Sincerely Lindsey
 
    Writing forces us to peer into our past with a renewed purpose and a refined consideration for that which we already experienced. We begin to study the people, places, and things that we once skimmed over. This allows us to “see…with a new clarity and a new understanding and a new seriousness.” (Berry 7). Details that were once taken for granted are now grasped as significant. In a sense, writing drives metacognition, or thinking about our thinking.

    How often do we go through life passively, while writing compels us to become active participants in life’s experiences? It is not until we reach a point of retelling our stories that our eyes are opened to new details, developments, and deductions. In pursuing this further, if we do not commit our stories to ink, they just become faded memories (Pagnucci 72); more often than not a missed opportunity to record results in a missed opportunity to remember. There is always the potential to share our stories, but it requires us to awaken our subconscious by pushing past the obvious and addressing the obscure. 

    In a way, we pretend to be “alive to [the story] as never before” (Berry 7). We begin to question and make observations. What did we really see? Are there things we overlooked? Do we hear the words of the conversation the same now as we did then? Are our beliefs the same? We start making mental footnotes of all that our senses encountered as if we were revisiting the memory physically. In essence, just in remembering, we explore the memory by exposing each layer – the characters, the climate, the conflict, and the conclusion – as a writer would.

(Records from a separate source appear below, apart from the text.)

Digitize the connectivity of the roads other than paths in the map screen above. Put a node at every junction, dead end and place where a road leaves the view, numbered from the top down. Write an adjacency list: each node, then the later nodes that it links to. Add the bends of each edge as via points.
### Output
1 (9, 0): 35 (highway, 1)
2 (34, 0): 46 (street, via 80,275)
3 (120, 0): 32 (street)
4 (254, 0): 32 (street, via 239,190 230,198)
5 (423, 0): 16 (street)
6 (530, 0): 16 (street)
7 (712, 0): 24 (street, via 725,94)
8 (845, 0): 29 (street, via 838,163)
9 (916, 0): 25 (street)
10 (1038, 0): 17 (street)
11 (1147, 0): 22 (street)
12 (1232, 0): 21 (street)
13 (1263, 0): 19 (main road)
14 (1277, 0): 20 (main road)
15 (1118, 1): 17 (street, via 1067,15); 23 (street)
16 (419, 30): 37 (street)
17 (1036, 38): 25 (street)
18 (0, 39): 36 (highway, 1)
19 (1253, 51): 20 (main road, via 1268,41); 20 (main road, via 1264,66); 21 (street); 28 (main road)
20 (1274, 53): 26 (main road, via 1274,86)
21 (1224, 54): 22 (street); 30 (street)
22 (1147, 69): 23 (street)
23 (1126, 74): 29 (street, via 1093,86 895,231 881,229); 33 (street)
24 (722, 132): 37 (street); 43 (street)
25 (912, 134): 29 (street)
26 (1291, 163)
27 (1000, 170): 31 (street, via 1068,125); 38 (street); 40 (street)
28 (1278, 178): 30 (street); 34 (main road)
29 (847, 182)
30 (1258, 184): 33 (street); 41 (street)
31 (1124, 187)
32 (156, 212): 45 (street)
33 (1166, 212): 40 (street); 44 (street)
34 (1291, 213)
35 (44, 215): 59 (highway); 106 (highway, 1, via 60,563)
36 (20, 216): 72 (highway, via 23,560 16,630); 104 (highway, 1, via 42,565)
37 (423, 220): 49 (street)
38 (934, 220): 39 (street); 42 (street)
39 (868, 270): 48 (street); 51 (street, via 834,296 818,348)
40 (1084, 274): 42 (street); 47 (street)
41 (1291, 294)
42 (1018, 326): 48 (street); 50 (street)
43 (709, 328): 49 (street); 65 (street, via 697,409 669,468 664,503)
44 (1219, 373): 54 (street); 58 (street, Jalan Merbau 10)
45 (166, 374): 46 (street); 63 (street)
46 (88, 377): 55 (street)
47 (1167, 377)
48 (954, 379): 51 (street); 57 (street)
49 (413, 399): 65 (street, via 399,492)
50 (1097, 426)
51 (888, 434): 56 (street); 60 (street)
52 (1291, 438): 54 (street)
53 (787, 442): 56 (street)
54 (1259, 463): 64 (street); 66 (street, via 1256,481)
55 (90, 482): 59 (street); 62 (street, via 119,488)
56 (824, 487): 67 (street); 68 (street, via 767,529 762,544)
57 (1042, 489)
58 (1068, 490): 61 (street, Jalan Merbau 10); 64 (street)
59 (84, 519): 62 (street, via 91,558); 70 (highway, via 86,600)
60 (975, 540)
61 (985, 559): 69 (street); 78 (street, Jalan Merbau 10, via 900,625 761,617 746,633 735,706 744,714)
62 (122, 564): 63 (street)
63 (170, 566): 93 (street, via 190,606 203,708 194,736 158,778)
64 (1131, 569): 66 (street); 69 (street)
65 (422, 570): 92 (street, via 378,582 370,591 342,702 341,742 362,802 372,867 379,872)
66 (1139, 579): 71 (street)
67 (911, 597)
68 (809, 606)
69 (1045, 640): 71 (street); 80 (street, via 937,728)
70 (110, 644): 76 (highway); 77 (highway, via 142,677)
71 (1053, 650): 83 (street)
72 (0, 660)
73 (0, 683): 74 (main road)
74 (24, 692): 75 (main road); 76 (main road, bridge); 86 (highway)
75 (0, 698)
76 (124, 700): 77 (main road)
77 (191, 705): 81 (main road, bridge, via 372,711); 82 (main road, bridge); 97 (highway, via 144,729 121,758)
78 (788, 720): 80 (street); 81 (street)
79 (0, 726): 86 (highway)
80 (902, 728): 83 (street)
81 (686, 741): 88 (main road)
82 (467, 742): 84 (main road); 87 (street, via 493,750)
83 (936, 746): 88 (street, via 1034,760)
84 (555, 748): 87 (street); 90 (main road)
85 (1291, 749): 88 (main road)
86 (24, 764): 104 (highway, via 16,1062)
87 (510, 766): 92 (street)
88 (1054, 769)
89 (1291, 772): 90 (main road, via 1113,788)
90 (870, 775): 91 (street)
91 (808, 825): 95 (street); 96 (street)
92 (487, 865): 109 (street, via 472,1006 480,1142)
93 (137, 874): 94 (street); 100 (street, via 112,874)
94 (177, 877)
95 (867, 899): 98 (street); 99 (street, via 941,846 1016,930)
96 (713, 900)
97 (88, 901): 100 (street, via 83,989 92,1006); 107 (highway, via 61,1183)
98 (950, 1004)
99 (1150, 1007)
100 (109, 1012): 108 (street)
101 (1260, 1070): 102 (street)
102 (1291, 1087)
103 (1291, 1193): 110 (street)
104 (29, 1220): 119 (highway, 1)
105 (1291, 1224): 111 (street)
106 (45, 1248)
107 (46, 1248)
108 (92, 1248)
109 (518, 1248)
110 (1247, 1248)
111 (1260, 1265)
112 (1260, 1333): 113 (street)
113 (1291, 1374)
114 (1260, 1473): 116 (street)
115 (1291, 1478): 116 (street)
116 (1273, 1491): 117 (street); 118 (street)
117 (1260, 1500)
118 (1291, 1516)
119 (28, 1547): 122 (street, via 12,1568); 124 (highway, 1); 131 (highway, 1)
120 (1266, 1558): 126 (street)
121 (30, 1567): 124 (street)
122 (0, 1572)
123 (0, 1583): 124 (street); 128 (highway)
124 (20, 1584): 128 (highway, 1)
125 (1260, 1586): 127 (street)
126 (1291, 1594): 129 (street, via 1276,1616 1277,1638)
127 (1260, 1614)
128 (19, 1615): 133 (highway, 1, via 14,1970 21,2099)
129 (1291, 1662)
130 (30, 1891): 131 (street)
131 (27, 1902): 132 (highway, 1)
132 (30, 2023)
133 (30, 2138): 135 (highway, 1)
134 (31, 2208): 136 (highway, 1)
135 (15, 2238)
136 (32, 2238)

    Once again we are faced with the idea of metacognition. We are not done revisiting and rewriting our story until we have answered two critical questions: 1) Am I being true to myself? and 2) Am I being true to the memory? The first is answered by establishing and critiquing our “vantage point” (Pagnucci 77), while the second is answered by exploring and depicting the flashback. Ultimately, the answers to these questions are personal and debatable, yet it is our story so we are the ones who have the final say. Period, point blank, end of story!